Build your endurance and speed by hitting the middle ground. – By Karen Asp
You know what it feels like to run easy and you’re probably also familiar with the burn of going nearly all out. But what about the paces between those two levels? Workouts that target that middle ground – tempo runs – should be part of your weekly routine. These workouts help you understand how different paces feel, putting you more in tune with your abilities (and limits). They also build mental toughness, an asset when you’re aiming to go longer or faster. And they develop capillary beds (which provide oxygen to working muscles) more efficiently than easy or hard runs do. Try these sessions:
What is it?
A workout at a pace at which your body produces and clears lactate (a metabolic by-product of exercise) at a close-to-equal rate. You start to slow down when it accumulates faster in the blood than your body is able to clear it. This workout trains your body to hold for longer the fastest speed at which your blood lactate levels stay steady.
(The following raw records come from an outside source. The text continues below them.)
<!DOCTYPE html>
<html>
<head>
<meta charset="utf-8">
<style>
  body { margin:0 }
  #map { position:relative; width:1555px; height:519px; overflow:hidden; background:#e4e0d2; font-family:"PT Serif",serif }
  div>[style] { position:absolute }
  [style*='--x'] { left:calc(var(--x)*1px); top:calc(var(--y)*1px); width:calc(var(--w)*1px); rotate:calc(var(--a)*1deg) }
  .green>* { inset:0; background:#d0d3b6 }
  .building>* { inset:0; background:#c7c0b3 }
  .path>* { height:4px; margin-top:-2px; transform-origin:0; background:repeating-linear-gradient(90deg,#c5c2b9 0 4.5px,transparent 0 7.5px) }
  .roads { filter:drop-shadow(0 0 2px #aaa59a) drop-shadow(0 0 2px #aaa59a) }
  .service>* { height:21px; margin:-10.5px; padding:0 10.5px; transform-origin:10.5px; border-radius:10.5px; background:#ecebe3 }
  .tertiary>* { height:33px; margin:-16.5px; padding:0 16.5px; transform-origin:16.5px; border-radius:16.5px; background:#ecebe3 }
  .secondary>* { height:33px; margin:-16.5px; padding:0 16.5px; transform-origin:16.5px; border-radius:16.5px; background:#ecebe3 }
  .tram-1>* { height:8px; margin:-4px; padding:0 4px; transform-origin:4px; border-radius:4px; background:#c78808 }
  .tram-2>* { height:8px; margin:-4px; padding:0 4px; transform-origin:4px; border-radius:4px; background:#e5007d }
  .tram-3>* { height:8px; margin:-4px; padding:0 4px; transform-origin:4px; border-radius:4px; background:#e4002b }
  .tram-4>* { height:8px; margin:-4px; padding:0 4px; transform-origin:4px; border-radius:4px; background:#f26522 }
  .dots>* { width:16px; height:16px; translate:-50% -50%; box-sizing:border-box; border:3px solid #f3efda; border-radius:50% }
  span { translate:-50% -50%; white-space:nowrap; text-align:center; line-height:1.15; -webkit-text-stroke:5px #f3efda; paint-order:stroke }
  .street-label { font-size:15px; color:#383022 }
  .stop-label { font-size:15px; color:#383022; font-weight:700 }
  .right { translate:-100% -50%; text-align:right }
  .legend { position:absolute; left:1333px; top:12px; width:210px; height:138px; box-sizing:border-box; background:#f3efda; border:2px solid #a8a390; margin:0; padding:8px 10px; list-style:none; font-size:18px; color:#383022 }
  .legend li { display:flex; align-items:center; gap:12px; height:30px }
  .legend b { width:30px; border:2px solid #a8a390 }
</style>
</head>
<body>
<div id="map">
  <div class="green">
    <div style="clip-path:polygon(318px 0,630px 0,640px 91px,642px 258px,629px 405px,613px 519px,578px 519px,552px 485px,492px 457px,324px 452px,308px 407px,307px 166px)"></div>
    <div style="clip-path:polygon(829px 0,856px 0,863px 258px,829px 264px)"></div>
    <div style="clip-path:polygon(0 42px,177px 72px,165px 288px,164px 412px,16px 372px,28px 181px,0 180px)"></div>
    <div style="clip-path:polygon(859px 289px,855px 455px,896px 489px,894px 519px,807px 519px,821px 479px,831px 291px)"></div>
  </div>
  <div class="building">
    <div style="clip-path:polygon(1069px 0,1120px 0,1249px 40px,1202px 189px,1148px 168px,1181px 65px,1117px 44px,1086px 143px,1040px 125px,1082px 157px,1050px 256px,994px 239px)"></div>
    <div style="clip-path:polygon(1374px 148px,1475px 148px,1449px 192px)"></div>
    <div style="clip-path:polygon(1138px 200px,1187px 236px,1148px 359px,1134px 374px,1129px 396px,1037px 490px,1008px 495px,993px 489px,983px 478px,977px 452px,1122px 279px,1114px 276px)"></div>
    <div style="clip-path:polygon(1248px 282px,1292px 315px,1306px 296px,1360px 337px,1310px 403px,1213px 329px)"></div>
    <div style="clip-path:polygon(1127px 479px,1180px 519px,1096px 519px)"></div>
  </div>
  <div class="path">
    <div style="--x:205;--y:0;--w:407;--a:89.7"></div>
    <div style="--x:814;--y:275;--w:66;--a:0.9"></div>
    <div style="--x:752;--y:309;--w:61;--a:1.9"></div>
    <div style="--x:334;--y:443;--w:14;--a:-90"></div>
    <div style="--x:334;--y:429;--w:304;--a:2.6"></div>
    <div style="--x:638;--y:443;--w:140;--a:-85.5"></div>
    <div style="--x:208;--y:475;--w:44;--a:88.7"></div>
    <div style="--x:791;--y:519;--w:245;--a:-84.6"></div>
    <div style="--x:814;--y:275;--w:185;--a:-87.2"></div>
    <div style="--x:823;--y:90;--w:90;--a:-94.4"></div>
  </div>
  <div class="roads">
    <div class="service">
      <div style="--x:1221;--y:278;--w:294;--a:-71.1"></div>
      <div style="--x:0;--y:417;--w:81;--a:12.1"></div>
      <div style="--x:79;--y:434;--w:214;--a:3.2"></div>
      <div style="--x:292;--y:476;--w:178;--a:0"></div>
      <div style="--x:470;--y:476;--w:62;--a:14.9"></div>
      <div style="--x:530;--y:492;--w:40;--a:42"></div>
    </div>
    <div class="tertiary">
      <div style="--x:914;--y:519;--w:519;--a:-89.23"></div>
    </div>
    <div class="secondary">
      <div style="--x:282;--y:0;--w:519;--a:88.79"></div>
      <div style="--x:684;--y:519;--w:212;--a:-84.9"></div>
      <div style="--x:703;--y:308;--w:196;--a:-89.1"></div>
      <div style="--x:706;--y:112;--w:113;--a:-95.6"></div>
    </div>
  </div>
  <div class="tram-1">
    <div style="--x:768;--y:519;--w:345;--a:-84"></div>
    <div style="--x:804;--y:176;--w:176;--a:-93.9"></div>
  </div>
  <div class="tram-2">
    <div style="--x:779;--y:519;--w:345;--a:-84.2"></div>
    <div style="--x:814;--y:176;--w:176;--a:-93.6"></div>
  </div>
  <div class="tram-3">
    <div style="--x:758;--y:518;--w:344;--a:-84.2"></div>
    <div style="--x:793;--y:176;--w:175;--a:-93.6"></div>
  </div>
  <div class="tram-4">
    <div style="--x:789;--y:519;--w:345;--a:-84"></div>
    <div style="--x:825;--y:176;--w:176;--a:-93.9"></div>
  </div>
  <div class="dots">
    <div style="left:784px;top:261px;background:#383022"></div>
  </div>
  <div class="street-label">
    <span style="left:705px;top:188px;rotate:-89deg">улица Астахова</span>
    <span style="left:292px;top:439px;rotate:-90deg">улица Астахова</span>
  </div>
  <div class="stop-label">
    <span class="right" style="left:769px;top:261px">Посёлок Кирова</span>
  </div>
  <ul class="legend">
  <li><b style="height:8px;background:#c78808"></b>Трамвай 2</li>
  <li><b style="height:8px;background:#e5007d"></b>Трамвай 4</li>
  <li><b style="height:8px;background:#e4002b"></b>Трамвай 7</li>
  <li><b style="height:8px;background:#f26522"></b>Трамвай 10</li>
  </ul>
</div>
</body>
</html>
Warm up with 20 mins of easy running, then run 20 mins at a pace you feel you could sustain for an hour. You should be able to say only a few words at a time. Cool down with 10 mins of easy running.
What is it?
A workout in which you practise the pace you’re hoping to hit during a marathon or half marathon. ‘You’re teaching your body how to efficiently utilise fats and carbohydrates on race day,’ says coach Chris Heuisler.
Every three weeks, replace your normal long run with one that contains a race-pace segment. If you’re training for a half marathon, warm up for two miles, run at race pace for six to eight miles (depending on where you are in your training), then cool down for a mile. If you’re training for a marathon, warm up for two miles, then work a race-pace block of six to 14 miles into a long run.
What is it?
A run that starts easy but gradually increases in speed. It teaches you to be mindful of your pacing, which can help you avoid going out too fast (and burning up glycogen stores) in a race, says coach Ryan Warrenburg. A progression session can ensure you don’t become bored – stepping up the pace keeps your body and mind challenged.
Warm up for 15 mins. Then start a 30-min progression run: speed up by 10-15 secs per mile every six minutes until you’re running at about threshold (or tempo) pace by the last six minutes. Cool down for five to 10 minutes.